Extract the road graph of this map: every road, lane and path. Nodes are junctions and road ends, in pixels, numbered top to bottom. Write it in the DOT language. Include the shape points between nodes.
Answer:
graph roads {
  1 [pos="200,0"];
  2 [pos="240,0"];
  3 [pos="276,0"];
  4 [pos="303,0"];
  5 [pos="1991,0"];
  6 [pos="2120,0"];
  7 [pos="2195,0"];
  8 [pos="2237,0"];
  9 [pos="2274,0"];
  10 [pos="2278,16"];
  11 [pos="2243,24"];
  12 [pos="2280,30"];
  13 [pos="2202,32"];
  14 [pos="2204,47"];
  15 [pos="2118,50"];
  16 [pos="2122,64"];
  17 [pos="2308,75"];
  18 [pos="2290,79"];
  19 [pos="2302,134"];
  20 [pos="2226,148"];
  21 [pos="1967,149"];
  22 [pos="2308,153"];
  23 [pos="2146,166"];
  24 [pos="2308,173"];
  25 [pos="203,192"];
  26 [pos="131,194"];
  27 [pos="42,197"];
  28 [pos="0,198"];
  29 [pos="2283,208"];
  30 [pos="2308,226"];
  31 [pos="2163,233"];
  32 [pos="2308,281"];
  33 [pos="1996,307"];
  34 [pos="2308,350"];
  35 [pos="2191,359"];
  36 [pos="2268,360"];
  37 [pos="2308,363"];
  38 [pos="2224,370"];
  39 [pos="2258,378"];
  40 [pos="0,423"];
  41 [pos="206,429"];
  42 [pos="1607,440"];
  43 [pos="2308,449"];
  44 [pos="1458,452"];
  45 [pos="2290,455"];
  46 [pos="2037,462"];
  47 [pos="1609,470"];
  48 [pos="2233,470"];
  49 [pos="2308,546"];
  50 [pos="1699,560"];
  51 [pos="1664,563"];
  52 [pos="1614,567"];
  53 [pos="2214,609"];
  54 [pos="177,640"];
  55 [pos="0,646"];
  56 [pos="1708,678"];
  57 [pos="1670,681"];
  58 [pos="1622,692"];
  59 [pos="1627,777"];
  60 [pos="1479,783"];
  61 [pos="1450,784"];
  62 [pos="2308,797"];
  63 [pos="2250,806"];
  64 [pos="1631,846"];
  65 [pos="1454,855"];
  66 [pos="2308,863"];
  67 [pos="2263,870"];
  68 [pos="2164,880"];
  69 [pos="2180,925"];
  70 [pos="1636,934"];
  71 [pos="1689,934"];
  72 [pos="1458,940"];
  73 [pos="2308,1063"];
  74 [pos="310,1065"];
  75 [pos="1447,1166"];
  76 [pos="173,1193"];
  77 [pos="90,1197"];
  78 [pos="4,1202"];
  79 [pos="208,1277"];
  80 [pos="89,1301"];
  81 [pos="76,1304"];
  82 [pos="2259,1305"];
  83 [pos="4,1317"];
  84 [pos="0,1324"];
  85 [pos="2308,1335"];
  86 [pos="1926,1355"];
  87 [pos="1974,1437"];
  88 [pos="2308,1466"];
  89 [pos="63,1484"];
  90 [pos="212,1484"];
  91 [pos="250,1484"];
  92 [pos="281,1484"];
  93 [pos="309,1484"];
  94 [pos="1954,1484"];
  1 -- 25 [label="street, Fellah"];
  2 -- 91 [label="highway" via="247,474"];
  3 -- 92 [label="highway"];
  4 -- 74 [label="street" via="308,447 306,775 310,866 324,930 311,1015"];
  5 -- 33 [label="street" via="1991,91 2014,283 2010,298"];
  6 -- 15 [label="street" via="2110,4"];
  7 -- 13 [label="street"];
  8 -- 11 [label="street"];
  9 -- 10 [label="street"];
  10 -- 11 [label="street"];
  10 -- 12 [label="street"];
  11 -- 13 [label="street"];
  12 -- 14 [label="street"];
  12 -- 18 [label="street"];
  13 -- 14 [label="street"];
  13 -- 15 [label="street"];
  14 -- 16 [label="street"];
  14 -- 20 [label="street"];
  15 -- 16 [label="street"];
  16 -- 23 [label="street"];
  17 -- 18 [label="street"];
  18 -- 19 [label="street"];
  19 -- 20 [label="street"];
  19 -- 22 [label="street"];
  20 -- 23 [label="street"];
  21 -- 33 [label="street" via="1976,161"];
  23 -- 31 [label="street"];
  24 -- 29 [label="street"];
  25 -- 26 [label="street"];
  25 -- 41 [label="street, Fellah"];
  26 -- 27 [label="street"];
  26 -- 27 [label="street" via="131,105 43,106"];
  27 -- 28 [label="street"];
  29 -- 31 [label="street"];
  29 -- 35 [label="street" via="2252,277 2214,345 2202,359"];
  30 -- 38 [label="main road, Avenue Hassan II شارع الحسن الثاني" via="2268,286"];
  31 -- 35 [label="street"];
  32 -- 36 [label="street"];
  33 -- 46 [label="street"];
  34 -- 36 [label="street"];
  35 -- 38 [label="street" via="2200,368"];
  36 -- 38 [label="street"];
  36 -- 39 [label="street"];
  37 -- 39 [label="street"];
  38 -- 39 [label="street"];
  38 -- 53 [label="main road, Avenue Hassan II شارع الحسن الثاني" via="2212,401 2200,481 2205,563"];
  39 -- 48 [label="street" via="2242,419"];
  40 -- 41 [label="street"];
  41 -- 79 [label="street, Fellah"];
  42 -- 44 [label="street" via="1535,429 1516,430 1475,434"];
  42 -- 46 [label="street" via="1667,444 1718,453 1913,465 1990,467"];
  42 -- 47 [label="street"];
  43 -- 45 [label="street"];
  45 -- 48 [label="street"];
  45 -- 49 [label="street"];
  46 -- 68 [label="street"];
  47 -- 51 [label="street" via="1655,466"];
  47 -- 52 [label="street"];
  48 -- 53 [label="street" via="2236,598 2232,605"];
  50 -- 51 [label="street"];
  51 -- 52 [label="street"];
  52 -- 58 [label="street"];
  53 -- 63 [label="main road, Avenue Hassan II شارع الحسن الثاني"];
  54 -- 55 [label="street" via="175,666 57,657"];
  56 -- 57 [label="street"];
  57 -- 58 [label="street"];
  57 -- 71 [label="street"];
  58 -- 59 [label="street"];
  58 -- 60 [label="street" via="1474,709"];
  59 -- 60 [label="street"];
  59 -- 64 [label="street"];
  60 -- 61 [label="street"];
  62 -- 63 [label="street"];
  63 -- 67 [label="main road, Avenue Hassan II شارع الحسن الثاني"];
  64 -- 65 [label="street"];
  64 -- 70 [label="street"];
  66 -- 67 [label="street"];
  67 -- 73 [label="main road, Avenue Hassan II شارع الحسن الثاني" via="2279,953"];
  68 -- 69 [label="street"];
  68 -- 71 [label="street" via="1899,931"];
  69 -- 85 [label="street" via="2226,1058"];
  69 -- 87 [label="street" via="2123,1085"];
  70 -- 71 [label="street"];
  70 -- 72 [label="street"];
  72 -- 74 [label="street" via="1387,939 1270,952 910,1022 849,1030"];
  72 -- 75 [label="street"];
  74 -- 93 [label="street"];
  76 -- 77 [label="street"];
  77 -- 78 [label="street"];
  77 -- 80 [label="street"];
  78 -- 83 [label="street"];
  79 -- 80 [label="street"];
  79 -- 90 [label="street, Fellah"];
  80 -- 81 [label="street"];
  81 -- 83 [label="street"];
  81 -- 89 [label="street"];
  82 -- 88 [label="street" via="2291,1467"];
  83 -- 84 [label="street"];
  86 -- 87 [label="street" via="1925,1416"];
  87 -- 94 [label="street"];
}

### Instructions for the task
Among the lines of the material above, find those with the word "الحسن". Copy each one.

### Finished task
  30 -- 38 [label="main road, Avenue Hassan II شارع الحسن الثاني" via="2268,286"];
  38 -- 53 [label="main road, Avenue Hassan II شارع الحسن الثاني" via="2212,401 2200,481 2205,563"];
  53 -- 63 [label="main road, Avenue Hassan II شارع الحسن الثاني"];
  63 -- 67 [label="main road, Avenue Hassan II شارع الحسن الثاني"];
  67 -- 73 [label="main road, Avenue Hassan II شارع الحسن الثاني" via="2279,953"];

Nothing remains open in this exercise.